_EXTRACTED MATERIAL_:
◆ ◆ ◆ ◆ ◆ ◆ ◆

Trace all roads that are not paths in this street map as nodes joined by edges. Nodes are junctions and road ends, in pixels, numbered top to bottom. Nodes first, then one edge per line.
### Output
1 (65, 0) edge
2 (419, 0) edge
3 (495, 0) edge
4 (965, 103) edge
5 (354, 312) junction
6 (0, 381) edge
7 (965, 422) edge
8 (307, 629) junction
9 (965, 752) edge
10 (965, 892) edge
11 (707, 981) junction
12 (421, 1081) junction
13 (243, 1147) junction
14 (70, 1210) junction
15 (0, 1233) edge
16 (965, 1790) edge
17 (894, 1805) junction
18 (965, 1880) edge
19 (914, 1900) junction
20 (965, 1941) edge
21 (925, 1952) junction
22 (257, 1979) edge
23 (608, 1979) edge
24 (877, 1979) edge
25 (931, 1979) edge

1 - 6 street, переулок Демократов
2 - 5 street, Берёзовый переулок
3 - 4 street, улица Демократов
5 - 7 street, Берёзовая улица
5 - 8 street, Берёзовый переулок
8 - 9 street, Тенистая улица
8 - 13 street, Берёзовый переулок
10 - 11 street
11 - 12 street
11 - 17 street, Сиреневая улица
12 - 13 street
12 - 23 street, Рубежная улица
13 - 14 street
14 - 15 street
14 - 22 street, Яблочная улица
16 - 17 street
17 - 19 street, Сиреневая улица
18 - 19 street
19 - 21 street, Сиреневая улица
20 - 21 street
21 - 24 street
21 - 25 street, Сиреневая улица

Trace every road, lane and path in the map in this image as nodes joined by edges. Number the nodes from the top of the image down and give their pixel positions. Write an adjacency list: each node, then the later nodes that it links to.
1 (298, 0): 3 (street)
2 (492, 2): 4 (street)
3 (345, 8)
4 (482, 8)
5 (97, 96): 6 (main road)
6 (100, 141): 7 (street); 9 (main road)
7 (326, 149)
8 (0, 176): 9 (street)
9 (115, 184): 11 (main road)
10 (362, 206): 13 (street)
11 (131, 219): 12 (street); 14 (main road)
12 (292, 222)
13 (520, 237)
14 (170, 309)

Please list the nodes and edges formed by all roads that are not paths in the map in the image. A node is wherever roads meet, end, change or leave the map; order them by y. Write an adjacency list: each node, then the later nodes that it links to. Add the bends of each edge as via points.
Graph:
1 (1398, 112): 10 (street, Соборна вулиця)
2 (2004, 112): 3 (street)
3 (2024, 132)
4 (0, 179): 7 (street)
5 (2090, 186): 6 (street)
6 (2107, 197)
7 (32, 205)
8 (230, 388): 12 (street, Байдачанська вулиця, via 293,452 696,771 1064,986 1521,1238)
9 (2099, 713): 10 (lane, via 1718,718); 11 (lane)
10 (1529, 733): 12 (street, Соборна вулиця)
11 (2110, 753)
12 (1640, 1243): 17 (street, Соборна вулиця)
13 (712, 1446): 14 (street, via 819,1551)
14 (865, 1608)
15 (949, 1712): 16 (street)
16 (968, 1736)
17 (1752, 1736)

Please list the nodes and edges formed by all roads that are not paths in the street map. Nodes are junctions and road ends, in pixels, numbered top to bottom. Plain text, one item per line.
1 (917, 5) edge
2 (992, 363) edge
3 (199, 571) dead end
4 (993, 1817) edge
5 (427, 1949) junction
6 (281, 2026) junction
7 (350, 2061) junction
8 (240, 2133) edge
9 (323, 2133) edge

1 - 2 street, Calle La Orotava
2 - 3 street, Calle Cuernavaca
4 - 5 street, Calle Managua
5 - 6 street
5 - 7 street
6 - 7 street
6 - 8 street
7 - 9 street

◆ ◆ ◆ ◆ ◆ ◆ ◆

_PROBLEM DESCRIPTION_:
Extract every record. Keep wording exact.

_OUTPUT FOR THIS TASK_:
Trace all roads that are not paths in this street map as nodes joined by edges. Nodes are junctions and road ends, in pixels, numbered top to bottom. Nodes first, then one edge per line.
### Output
1 (65, 0) edge
2 (419, 0) edge
3 (495, 0) edge
4 (965, 103) edge
5 (354, 312) junction
6 (0, 381) edge
7 (965, 422) edge
8 (307, 629) junction
9 (965, 752) edge
10 (965, 892) edge
11 (707, 981) junction
12 (421, 1081) junction
13 (243, 1147) junction
14 (70, 1210) junction
15 (0, 1233) edge
16 (965, 1790) edge
17 (894, 1805) junction
18 (965, 1880) edge
19 (914, 1900) junction
20 (965, 1941) edge
21 (925, 1952) junction
22 (257, 1979) edge
23 (608, 1979) edge
24 (877, 1979) edge
25 (931, 1979) edge

1 - 6 street, переулок Демократов
2 - 5 street, Берёзовый переулок
3 - 4 street, улица Демократов
5 - 7 street, Берёзовая улица
5 - 8 street, Берёзовый переулок
8 - 9 street, Тенистая улица
8 - 13 street, Берёзовый переулок
10 - 11 street
11 - 12 street
11 - 17 street, Сиреневая улица
12 - 13 street
12 - 23 street, Рубежная улица
13 - 14 street
14 - 15 street
14 - 22 street, Яблочная улица
16 - 17 street
17 - 19 street, Сиреневая улица
18 - 19 street
19 - 21 street, Сиреневая улица
20 - 21 street
21 - 24 street
21 - 25 street, Сиреневая улица

Trace every road, lane and path in the map in this image as nodes joined by edges. Number the nodes from the top of the image down and give their pixel positions. Write an adjacency list: each node, then the later nodes that it links to.
1 (298, 0): 3 (street)
2 (492, 2): 4 (street)
3 (345, 8)
4 (482, 8)
5 (97, 96): 6 (main road)
6 (100, 141): 7 (street); 9 (main road)
7 (326, 149)
8 (0, 176): 9 (street)
9 (115, 184): 11 (main road)
10 (362, 206): 13 (street)
11 (131, 219): 12 (street); 14 (main road)
12 (292, 222)
13 (520, 237)
14 (170, 309)

Please list the nodes and edges formed by all roads that are not paths in the map in the image. A node is wherever roads meet, end, change or leave the map; order them by y. Write an adjacency list: each node, then the later nodes that it links to. Add the bends of each edge as via points.
Graph:
1 (1398, 112): 10 (street, Соборна вулиця)
2 (2004, 112): 3 (street)
3 (2024, 132)
4 (0, 179): 7 (street)
5 (2090, 186): 6 (street)
6 (2107, 197)
7 (32, 205)
8 (230, 388): 12 (street, Байдачанська вулиця, via 293,452 696,771 1064,986 1521,1238)
9 (2099, 713): 10 (lane, via 1718,718); 11 (lane)
10 (1529, 733): 12 (street, Соборна вулиця)
11 (2110, 753)
12 (1640, 1243): 17 (street, Соборна вулиця)
13 (712, 1446): 14 (street, via 819,1551)
14 (865, 1608)
15 (949, 1712): 16 (street)
16 (968, 1736)
17 (1752, 1736)

Please list the nodes and edges formed by all roads that are not paths in the street map. Nodes are junctions and road ends, in pixels, numbered top to bottom. Plain text, one item per line.
1 (917, 5) edge
2 (992, 363) edge
3 (199, 571) dead end
4 (993, 1817) edge
5 (427, 1949) junction
6 (281, 2026) junction
7 (350, 2061) junction
8 (240, 2133) edge
9 (323, 2133) edge

1 - 2 street, Calle La Orotava
2 - 3 street, Calle Cuernavaca
4 - 5 street, Calle Managua
5 - 6 street
5 - 7 street
6 - 7 street
6 - 8 street
7 - 9 street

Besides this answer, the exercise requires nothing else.